Everyman (Anonymous)
15th c

Theme: Moral reckoning, judgment, and the solitary journey of the soul.
Thinking Through Michel Foucault (1926-1984)’s Philosophy on the Art Essence
In Everyman, Foucault’s late ethics finds a compelling stage. Here is a theatre of subjectivation par excellence, dramatizing the Christian subject’s journey from worldly entanglement to self-transformation—a theatrical map of the care of the self as defined not through pleasure but through death, confession, and renunciation.
At first glance, the play’s Christian morality appears static, governed by divine command. But as Foucault teaches us, power is not monolithic—it operates through practices, rituals, discourses. Everyman is such a discursive machine: a performative rite where the audience is invited to contemplate the self not as identity, but as task. The anonymous protagonist becomes a template for the audience’s own soul—a laboratory of ethical reflection.

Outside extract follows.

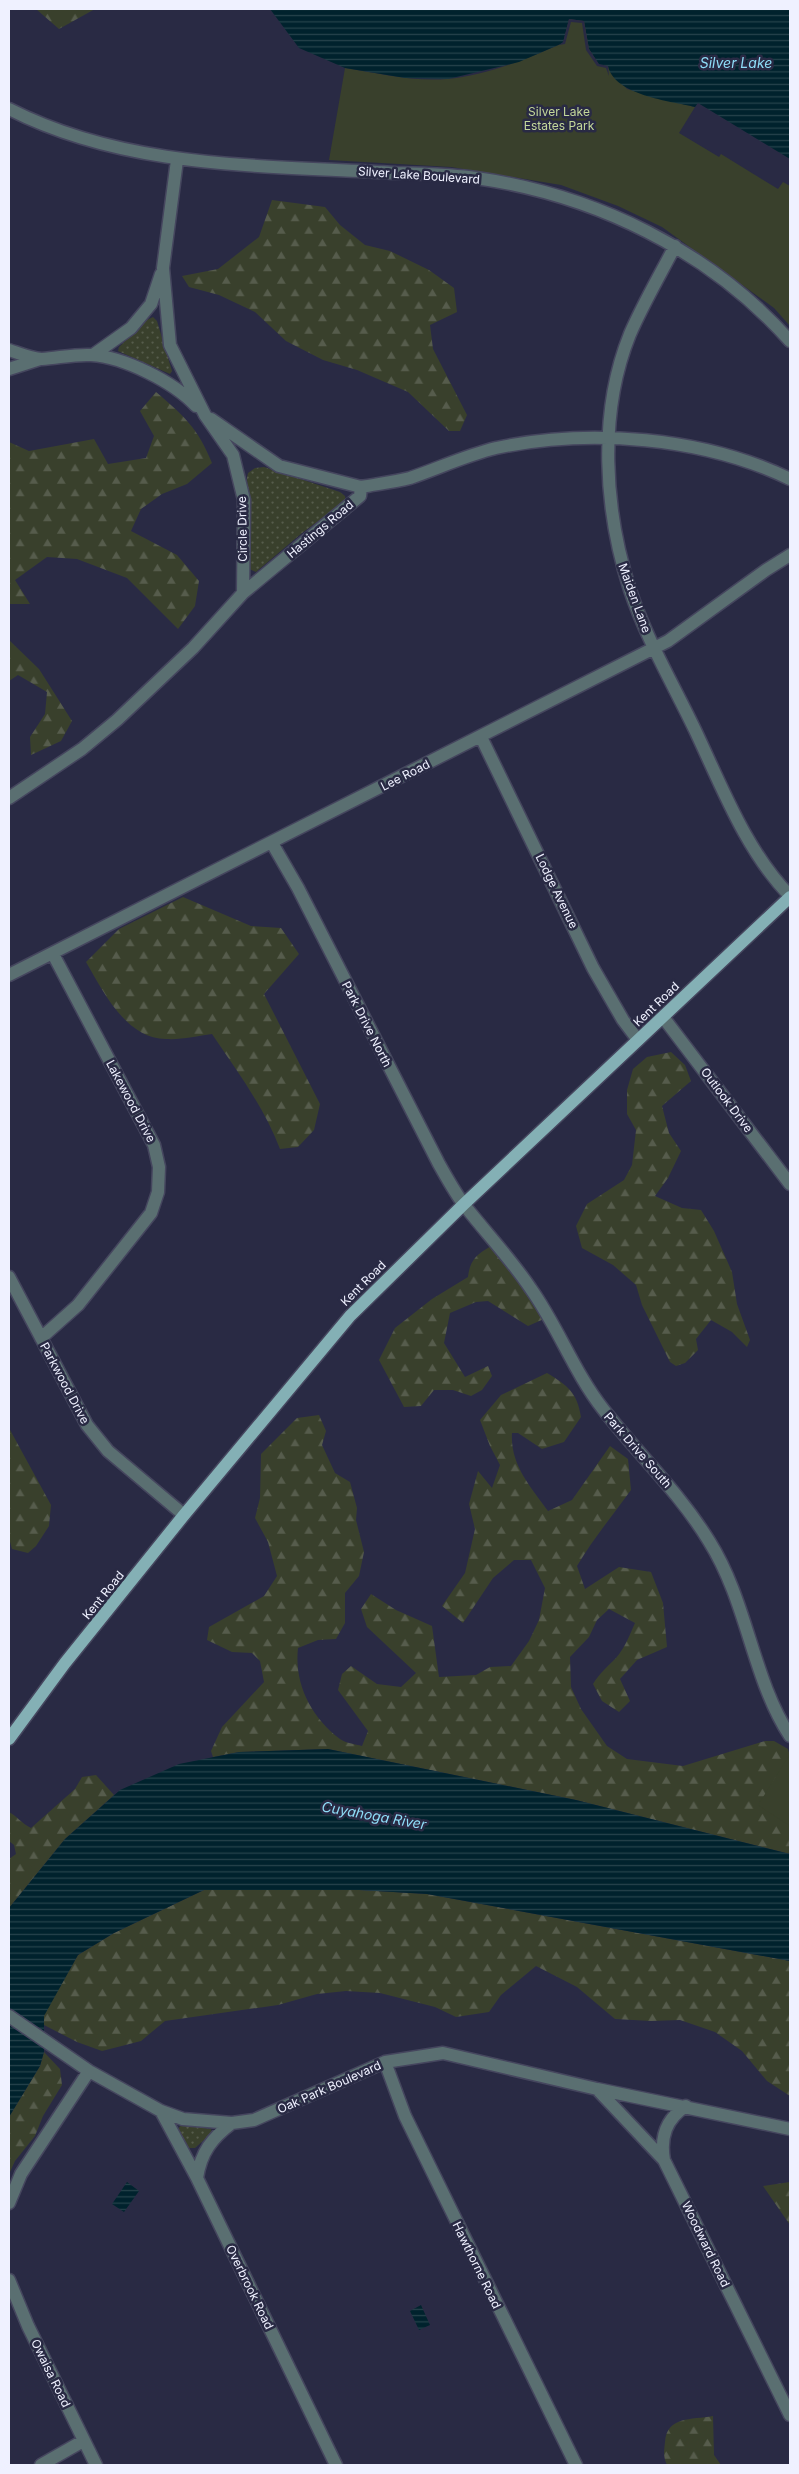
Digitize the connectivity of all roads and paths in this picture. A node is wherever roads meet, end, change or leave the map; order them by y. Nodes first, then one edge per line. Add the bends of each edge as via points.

In The History of Sexuality Volume 2: The Use of Pleasure, Foucault turns to the Greeks, whose ethics centered on how to conduct oneself—ethos—through moderation, self-mastery, and philosophical contemplation. In Everyman, this becomes a Christianized aesthetic of existence: not through rational balance, but through penitence, humility, and the purging of worldly dependencies.
Everyman is initially tethered to Fellowship, Goods, and Strength—the “external” relations that Foucault might describe as technologies of the self oriented toward social prestige and corporeal confidence. As these personified allies abandon him, what’s revealed is a sovereign crisis: the illusion of self as accumulation collapses.
The moment of transformation begins not in abstract belief but in embodied ethical practice: confession, scourging, absolution. Here, Everyman becomes a theatre of technē tou biou—the art of living—manifesting precisely what Foucault insists the modern world has forgotten: that morality is not merely obeyed, but crafted.
In Volume 3: The Care of the Self, Foucault explains that ethical subjectivity in late antiquity was rooted in practices—reading, reflection, dietary regulation, self-examination. In Everyman, this ethic is dramatized through pilgrimage: the soul must unlearn possession and companionship to rediscover Knowledge, Good Deeds, and Strength in its purified, solitary form.
Most crucially, the audience becomes a moral spectator—not merely consuming the allegory but absorbing its mirror-like reflection. In Foucault’s philosophy, subjectivation is not imposed from without but assembled from discursive participation. Watching Everyman becomes an act of self-inquiry, an invitation to sculpt a life toward its eschatological horizon.